» **TASK DESCRIPTION**
Which lines of the entries contain the word "Речников"? Please list them.

» **AVAILABLE DATA**
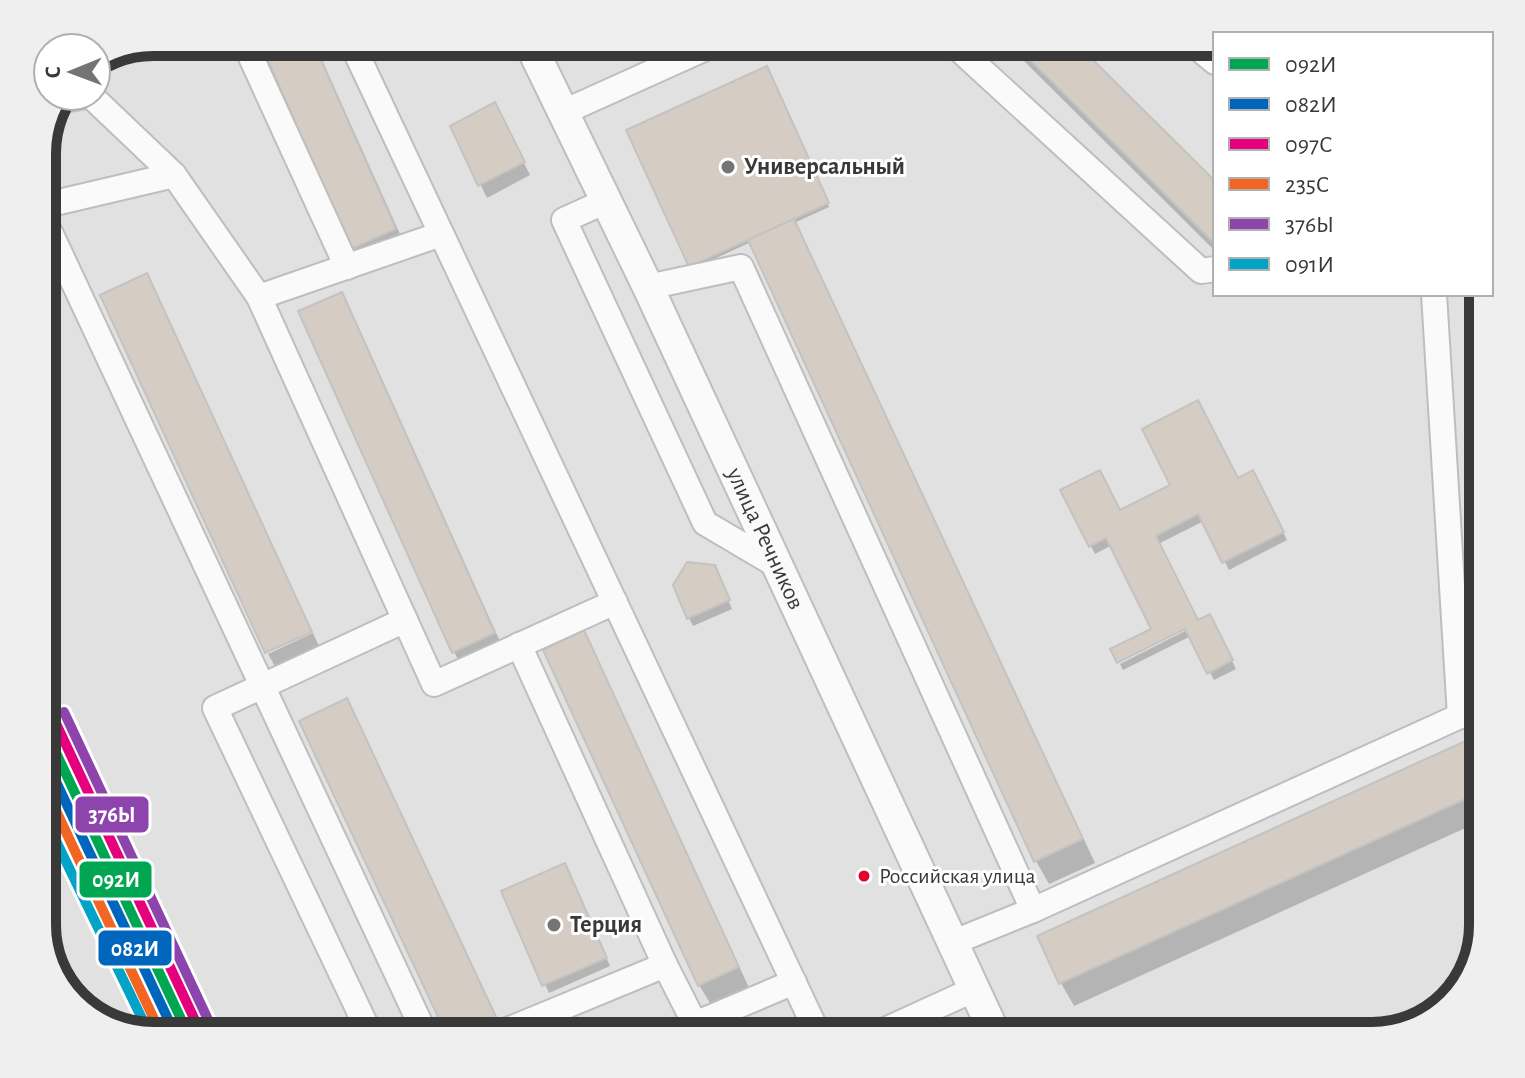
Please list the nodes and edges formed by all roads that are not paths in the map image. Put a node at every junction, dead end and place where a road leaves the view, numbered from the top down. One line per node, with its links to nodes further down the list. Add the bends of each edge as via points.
1 (250, 56): 13 (street)
2 (358, 56): 11 (street)
3 (536, 56): 7 (street, улица Речников)
4 (688, 56): 7 (street)
5 (966, 56): 14 (street, via 1201,271)
6 (105, 112): 8 (street)
7 (565, 114): 9 (street, улица Речников)
8 (174, 175): 10 (street); 17 (street)
9 (606, 201): 15 (street, улица Речников); 18 (street, via 564,220 705,523)
10 (56, 203)
11 (441, 234): 13 (street); 19 (street)
12 (56, 245): 23 (street)
13 (347, 267): 17 (street)
14 (1213, 269)
15 (648, 287): 18 (street, улица Речников); 25 (street, via 741,267)
16 (1434, 296): 22 (street)
17 (259, 297): 20 (street)
18 (778, 566): 26 (street, улица Речников)
19 (615, 602): 21 (street); 28 (street)
20 (405, 620): 21 (street, via 434,684); 23 (street)
21 (519, 645): 27 (street)
22 (1469, 679)
23 (262, 685): 30 (street, via 215,708); 31 (street)
24 (1469, 713): 25 (street)
25 (1033, 910): 26 (street)
26 (954, 942): 29 (street, улица Речников)
27 (665, 965): 32 (street); 33 (street)
28 (794, 982): 34 (street); 35 (street)
29 (975, 989): 36 (street); 37 (street, улица Речников)
30 (364, 1022)
31 (419, 1022)
32 (527, 1022)
33 (694, 1022)
34 (700, 1022)
35 (813, 1022)
36 (903, 1022)
37 (990, 1022)

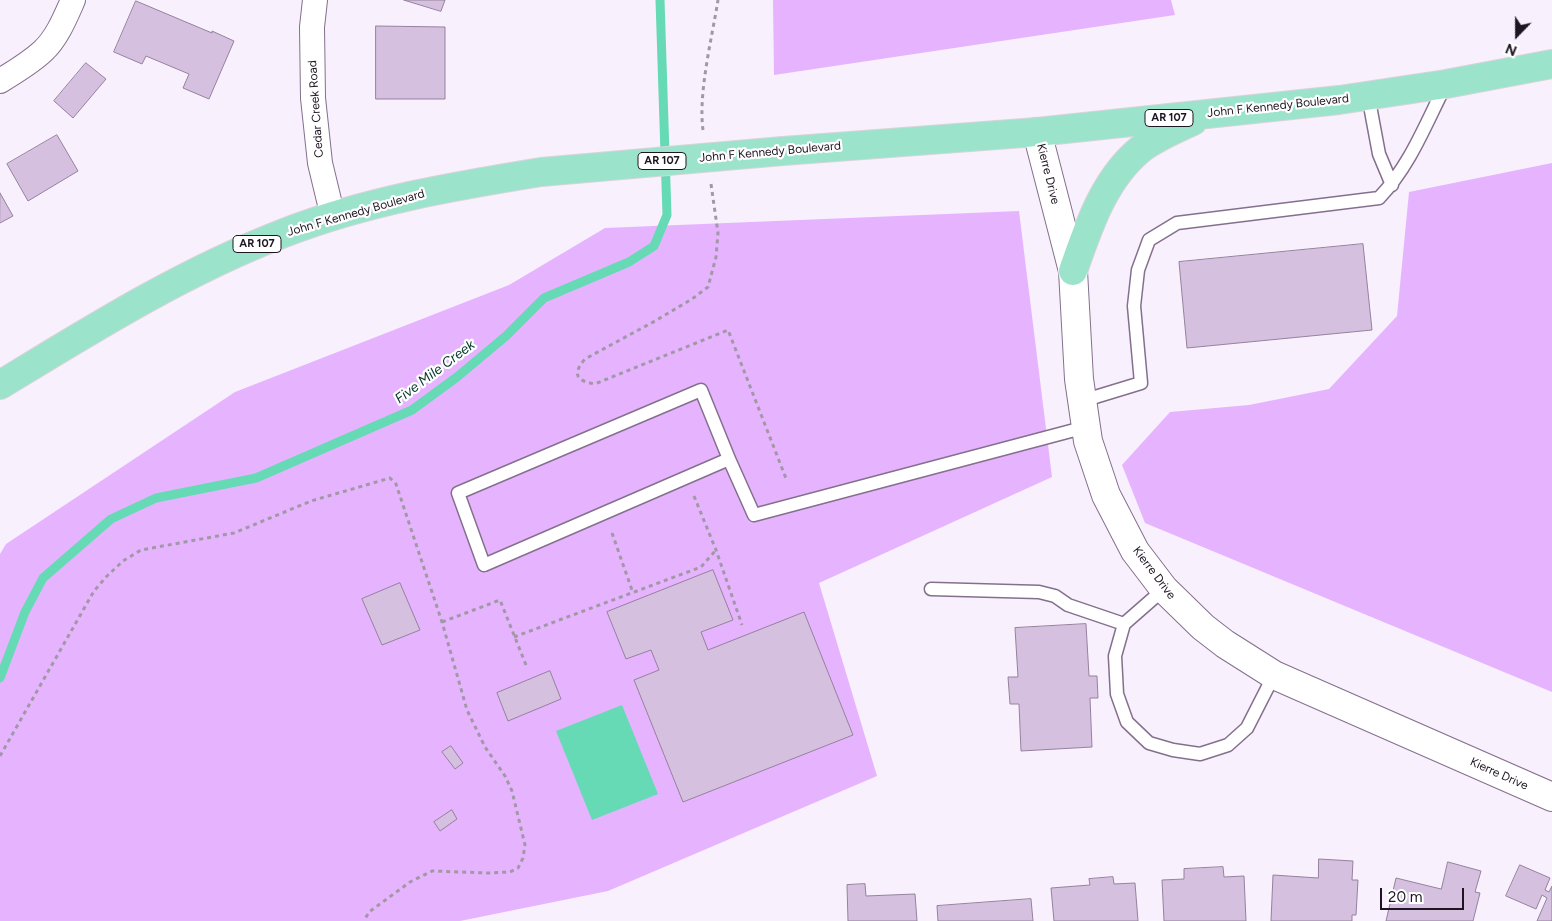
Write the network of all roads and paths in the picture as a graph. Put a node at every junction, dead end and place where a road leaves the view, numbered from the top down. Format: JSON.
{"nodes":[{"id":1,"x":73,"y":0,"type":"edge"},
{"id":2,"x":314,"y":0,"type":"edge"},
{"id":3,"x":718,"y":0,"type":"edge"},
{"id":4,"x":1552,"y":64,"type":"edge"},
{"id":5,"x":0,"y":81,"type":"edge"},
{"id":6,"x":1446,"y":84,"type":"junction"},
{"id":7,"x":1368,"y":96,"type":"junction"},
{"id":8,"x":1208,"y":113,"type":"junction"},
{"id":9,"x":1037,"y":132,"type":"junction"},
{"id":10,"x":704,"y":137,"type":"dead end"},
{"id":11,"x":710,"y":175,"type":"dead end"},
{"id":12,"x":1392,"y":185,"type":"junction"},
{"id":13,"x":333,"y":217,"type":"junction"},
{"id":14,"x":1073,"y":271,"type":"junction"},
{"id":15,"x":0,"y":385,"type":"edge"},
{"id":16,"x":1084,"y":414,"type":"junction"},
{"id":17,"x":729,"y":459,"type":"junction"},
{"id":18,"x":686,"y":477,"type":"junction"},
{"id":19,"x":787,"y":480,"type":"dead end"},
{"id":20,"x":612,"y":533,"type":"dead end"},
{"id":21,"x":716,"y":550,"type":"junction"},
{"id":22,"x":932,"y":588,"type":"dead end"},
{"id":23,"x":1164,"y":589,"type":"junction"},
{"id":24,"x":633,"y":593,"type":"junction"},
{"id":25,"x":442,"y":622,"type":"junction"},
{"id":26,"x":742,"y":624,"type":"dead end"},
{"id":27,"x":1124,"y":624,"type":"junction"},
{"id":28,"x":514,"y":637,"type":"junction"},
{"id":29,"x":526,"y":665,"type":"dead end"},
{"id":30,"x":1274,"y":675,"type":"junction"},
{"id":31,"x":0,"y":756,"type":"edge"},
{"id":32,"x":1552,"y":797,"type":"edge"},
{"id":33,"x":364,"y":921,"type":"edge"}],
"edges":[{"from":1,"to":5,"type":"street"},
{"from":2,"to":13,"type":"street","name":"Cedar Creek Road"},
{"from":3,"to":10,"type":"path"},
{"from":4,"to":6,"type":"main road","name":"John F Kennedy Boulevard","number":"AR 107"},
{"from":6,"to":7,"type":"main road","name":"John F Kennedy Boulevard","number":"AR 107"},
{"from":6,"to":12,"type":"lane"},
{"from":7,"to":8,"type":"main road","name":"John F Kennedy Boulevard","number":"AR 107"},
{"from":7,"to":12,"type":"lane"},
{"from":8,"to":9,"type":"main road","name":"John F Kennedy Boulevard","number":"AR 107"},
{"from":8,"to":14,"type":"main road"},
{"from":9,"to":13,"type":"main road","name":"John F Kennedy Boulevard","number":"AR 107","bridge":true},
{"from":9,"to":14,"type":"street","name":"Kierre Drive"},
{"from":11,"to":19,"type":"path"},
{"from":12,"to":16,"type":"lane"},
{"from":13,"to":15,"type":"main road","name":"John F Kennedy Boulevard","number":"AR 107"},
{"from":14,"to":16,"type":"street","name":"Kierre Drive"},
{"from":16,"to":17,"type":"lane"},
{"from":16,"to":23,"type":"street","name":"Kierre Drive"},
{"from":17,"to":18,"type":"lane"},
{"from":17,"to":18,"type":"lane"},
{"from":18,"to":21,"type":"path"},
{"from":20,"to":24,"type":"path"},
{"from":21,"to":24,"type":"path"},
{"from":21,"to":26,"type":"path"},
{"from":22,"to":27,"type":"lane"},
{"from":23,"to":27,"type":"lane"},
{"from":23,"to":30,"type":"street","name":"Kierre Drive"},
{"from":24,"to":28,"type":"path"},
{"from":25,"to":28,"type":"path"},
{"from":25,"to":31,"type":"path"},
{"from":25,"to":33,"type":"path"},
{"from":27,"to":30,"type":"lane"},
{"from":28,"to":29,"type":"path"},
{"from":30,"to":32,"type":"street","name":"Kierre Drive"}]}
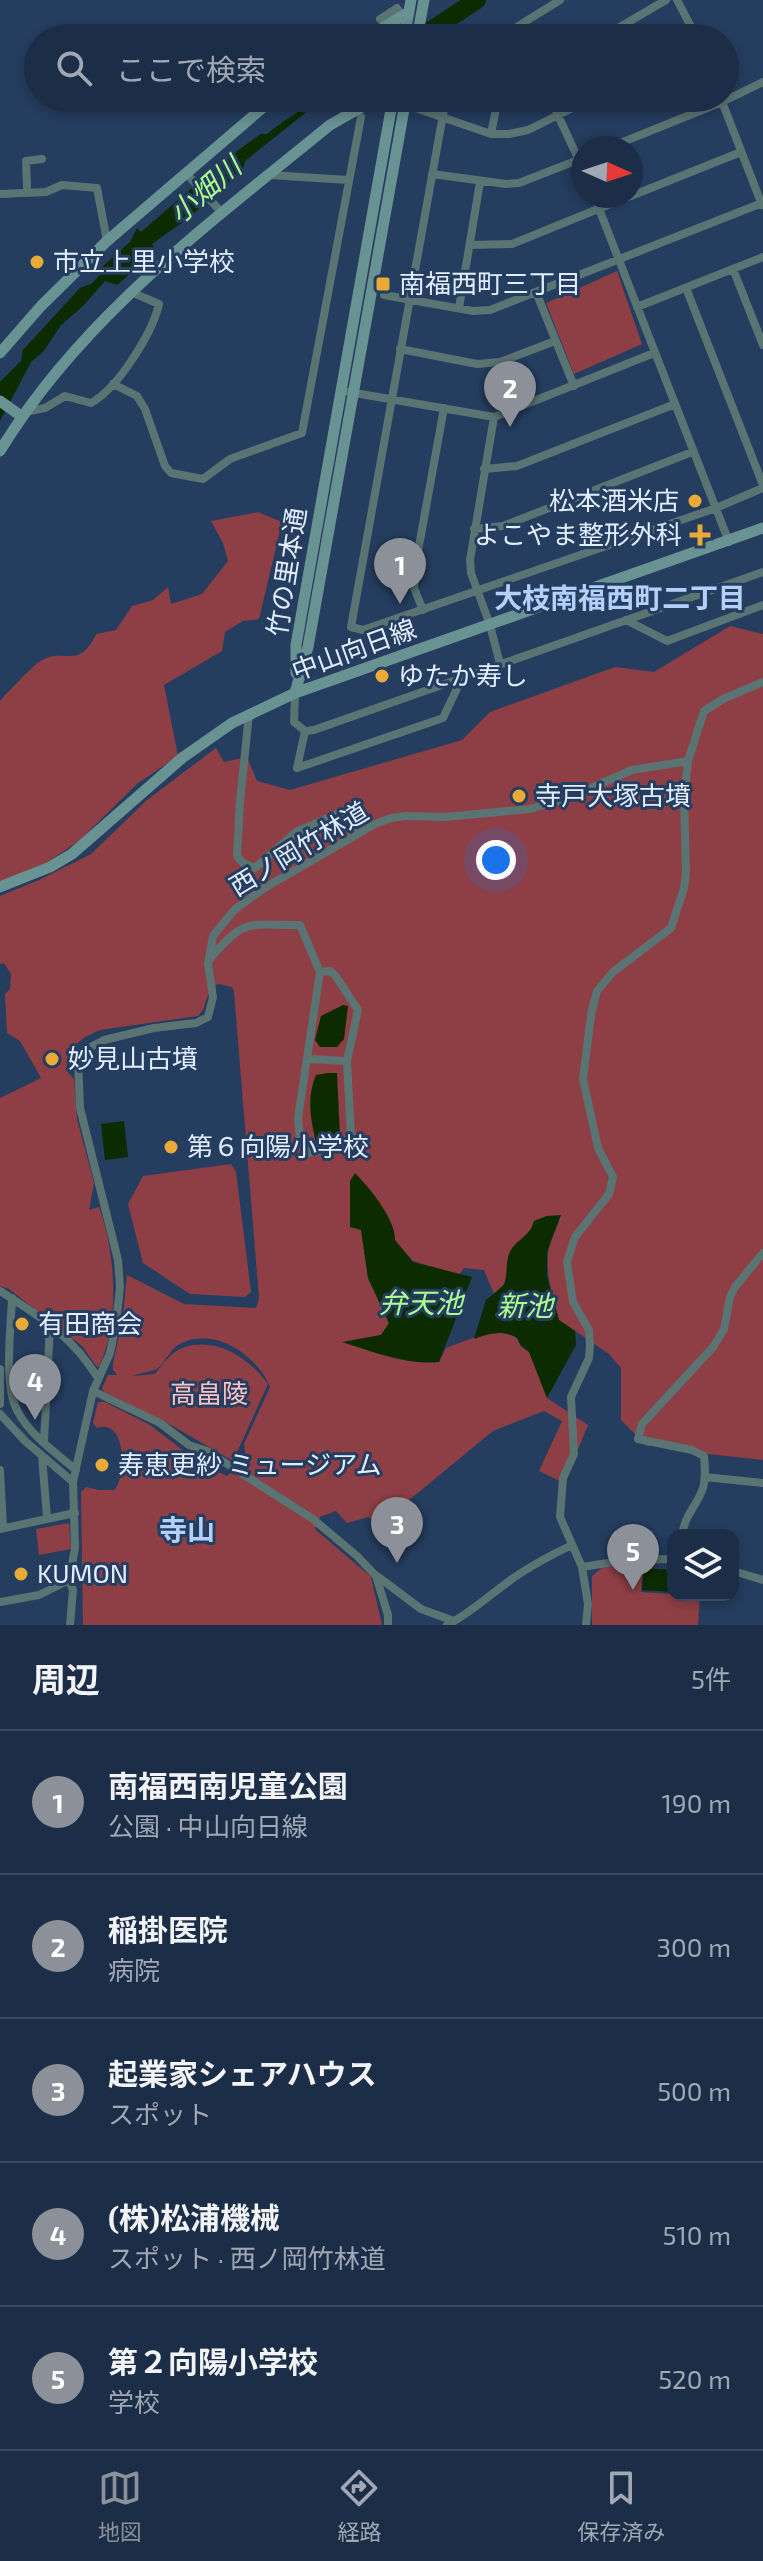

» **ANSWER BELOW**
3 (536, 56): 7 (street, улица Речников)
7 (565, 114): 9 (street, улица Речников)
9 (606, 201): 15 (street, улица Речников); 18 (street, via 564,220 705,523)
15 (648, 287): 18 (street, улица Речников); 25 (street, via 741,267)
18 (778, 566): 26 (street, улица Речников)
26 (954, 942): 29 (street, улица Речников)
29 (975, 989): 36 (street); 37 (street, улица Речников)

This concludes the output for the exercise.